BEGIN Task inputs
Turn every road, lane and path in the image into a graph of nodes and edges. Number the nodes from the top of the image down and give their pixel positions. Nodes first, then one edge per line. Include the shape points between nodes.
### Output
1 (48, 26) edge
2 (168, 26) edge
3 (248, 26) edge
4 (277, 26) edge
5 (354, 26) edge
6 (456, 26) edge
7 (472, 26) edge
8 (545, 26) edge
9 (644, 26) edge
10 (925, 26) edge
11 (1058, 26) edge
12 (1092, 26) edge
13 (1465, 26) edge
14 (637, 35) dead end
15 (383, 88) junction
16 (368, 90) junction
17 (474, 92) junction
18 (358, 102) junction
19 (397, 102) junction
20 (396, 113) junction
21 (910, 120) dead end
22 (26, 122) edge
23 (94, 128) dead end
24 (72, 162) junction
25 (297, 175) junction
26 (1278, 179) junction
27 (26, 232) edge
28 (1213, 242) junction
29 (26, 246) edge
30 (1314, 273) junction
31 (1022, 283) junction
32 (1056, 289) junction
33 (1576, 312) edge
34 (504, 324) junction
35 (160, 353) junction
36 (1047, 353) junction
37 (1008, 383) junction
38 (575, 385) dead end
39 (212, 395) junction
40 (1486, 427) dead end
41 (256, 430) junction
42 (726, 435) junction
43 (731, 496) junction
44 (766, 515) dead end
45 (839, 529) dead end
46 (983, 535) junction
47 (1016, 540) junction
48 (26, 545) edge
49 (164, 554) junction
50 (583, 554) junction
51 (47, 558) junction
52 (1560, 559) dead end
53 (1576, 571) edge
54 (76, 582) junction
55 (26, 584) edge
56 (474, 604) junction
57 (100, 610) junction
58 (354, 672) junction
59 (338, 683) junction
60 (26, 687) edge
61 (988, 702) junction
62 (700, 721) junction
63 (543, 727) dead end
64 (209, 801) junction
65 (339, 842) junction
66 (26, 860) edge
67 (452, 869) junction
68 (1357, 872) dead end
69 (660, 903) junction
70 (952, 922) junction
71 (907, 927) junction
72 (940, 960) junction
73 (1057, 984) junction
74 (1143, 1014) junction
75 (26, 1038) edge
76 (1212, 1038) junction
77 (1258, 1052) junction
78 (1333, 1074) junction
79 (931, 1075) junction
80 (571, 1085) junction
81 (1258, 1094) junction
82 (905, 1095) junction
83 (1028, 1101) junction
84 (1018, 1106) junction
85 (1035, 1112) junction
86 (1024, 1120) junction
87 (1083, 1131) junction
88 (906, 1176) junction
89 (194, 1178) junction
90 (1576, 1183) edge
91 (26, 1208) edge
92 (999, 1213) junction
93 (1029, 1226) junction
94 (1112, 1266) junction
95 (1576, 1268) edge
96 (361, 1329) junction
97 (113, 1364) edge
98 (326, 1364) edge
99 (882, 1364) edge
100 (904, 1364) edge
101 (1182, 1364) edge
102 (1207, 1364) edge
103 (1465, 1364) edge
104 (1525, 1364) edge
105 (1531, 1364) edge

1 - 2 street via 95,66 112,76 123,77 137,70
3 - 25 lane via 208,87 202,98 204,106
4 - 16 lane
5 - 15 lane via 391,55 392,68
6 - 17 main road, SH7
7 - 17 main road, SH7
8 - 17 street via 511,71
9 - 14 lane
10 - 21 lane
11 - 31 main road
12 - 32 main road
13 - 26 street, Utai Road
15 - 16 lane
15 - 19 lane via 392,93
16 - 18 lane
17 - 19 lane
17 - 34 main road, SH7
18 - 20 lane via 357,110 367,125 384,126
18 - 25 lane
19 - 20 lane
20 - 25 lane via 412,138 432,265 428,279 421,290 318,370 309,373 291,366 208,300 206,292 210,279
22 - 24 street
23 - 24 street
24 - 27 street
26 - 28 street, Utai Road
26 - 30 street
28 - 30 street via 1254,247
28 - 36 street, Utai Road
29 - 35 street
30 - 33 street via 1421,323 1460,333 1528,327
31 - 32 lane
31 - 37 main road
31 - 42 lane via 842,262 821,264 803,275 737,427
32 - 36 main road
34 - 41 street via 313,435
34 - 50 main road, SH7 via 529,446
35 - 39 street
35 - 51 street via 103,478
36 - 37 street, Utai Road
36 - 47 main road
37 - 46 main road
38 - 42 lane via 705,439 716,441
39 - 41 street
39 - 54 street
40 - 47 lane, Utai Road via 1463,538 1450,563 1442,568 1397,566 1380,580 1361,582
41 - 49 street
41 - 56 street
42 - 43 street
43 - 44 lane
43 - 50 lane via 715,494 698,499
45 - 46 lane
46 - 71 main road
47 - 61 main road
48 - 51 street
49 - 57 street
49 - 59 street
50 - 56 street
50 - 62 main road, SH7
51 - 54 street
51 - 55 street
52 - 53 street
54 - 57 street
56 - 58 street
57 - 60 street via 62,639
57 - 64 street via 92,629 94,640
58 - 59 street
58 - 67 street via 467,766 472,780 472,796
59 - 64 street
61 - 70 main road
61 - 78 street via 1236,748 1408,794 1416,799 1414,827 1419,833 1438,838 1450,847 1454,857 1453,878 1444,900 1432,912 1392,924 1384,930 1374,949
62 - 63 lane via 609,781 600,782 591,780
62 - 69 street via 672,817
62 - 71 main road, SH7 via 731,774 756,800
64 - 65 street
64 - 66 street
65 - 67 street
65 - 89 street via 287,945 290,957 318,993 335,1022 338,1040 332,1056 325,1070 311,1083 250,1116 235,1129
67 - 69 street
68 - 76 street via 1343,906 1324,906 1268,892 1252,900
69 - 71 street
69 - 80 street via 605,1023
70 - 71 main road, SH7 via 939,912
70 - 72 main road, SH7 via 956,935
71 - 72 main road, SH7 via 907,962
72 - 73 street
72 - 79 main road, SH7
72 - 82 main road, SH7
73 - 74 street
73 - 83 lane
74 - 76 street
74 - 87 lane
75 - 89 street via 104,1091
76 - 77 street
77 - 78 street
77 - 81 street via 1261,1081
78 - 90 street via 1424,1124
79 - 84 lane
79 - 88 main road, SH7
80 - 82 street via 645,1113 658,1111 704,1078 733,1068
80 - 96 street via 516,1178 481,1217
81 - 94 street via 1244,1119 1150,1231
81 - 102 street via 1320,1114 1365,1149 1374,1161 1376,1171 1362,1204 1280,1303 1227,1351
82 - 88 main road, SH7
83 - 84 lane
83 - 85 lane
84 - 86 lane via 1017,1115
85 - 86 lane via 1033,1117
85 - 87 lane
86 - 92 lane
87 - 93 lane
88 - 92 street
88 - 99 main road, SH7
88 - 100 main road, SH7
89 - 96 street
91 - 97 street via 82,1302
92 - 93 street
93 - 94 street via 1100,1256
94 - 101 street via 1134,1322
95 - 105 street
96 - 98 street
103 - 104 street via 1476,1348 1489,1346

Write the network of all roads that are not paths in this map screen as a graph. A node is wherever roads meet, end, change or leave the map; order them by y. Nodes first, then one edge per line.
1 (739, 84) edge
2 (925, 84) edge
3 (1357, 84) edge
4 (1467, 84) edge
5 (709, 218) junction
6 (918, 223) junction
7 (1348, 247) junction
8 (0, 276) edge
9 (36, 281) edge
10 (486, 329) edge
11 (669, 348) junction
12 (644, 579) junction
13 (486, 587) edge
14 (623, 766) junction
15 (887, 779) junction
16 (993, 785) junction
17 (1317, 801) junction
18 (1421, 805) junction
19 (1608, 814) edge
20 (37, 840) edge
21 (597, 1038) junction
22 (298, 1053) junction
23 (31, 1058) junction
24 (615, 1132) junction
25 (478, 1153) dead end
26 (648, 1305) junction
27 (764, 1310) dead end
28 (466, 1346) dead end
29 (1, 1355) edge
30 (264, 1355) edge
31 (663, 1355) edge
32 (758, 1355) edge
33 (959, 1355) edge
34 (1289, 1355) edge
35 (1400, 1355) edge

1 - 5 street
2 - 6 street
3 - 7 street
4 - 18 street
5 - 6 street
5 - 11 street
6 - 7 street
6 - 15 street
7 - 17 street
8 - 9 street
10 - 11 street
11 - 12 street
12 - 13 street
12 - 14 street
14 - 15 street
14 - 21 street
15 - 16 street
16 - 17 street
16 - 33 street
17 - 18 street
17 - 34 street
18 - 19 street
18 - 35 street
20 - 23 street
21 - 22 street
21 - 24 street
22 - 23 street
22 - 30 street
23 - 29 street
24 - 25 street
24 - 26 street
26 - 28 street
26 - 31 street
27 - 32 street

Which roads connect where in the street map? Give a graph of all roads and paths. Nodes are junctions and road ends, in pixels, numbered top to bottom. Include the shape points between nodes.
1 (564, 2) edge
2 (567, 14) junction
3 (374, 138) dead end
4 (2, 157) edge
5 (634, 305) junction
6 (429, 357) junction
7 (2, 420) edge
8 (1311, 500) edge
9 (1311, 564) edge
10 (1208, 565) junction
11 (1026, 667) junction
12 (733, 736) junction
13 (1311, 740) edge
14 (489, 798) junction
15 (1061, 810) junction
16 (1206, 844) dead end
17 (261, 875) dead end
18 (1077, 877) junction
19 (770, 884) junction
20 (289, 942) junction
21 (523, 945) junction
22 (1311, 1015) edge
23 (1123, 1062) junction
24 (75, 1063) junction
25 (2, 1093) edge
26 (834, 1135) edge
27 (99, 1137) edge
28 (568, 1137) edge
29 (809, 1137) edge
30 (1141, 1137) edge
END Task inputs
[What you will do]:
Lines are to be repeated exactly from the one that contains "Which roads connect" through the last line of the listing, with both ends kept and no others added.

[Response for this exercise]:
Which roads connect where in the street map? Give a graph of all roads and paths. Nodes are junctions and road ends, in pixels, numbered top to bottom. Include the shape points between nodes.
1 (564, 2) edge
2 (567, 14) junction
3 (374, 138) dead end
4 (2, 157) edge
5 (634, 305) junction
6 (429, 357) junction
7 (2, 420) edge
8 (1311, 500) edge
9 (1311, 564) edge
10 (1208, 565) junction
11 (1026, 667) junction
12 (733, 736) junction
13 (1311, 740) edge
14 (489, 798) junction
15 (1061, 810) junction
16 (1206, 844) dead end
17 (261, 875) dead end
18 (1077, 877) junction
19 (770, 884) junction
20 (289, 942) junction
21 (523, 945) junction
22 (1311, 1015) edge
23 (1123, 1062) junction
24 (75, 1063) junction
25 (2, 1093) edge
26 (834, 1135) edge
27 (99, 1137) edge
28 (568, 1137) edge
29 (809, 1137) edge
30 (1141, 1137) edge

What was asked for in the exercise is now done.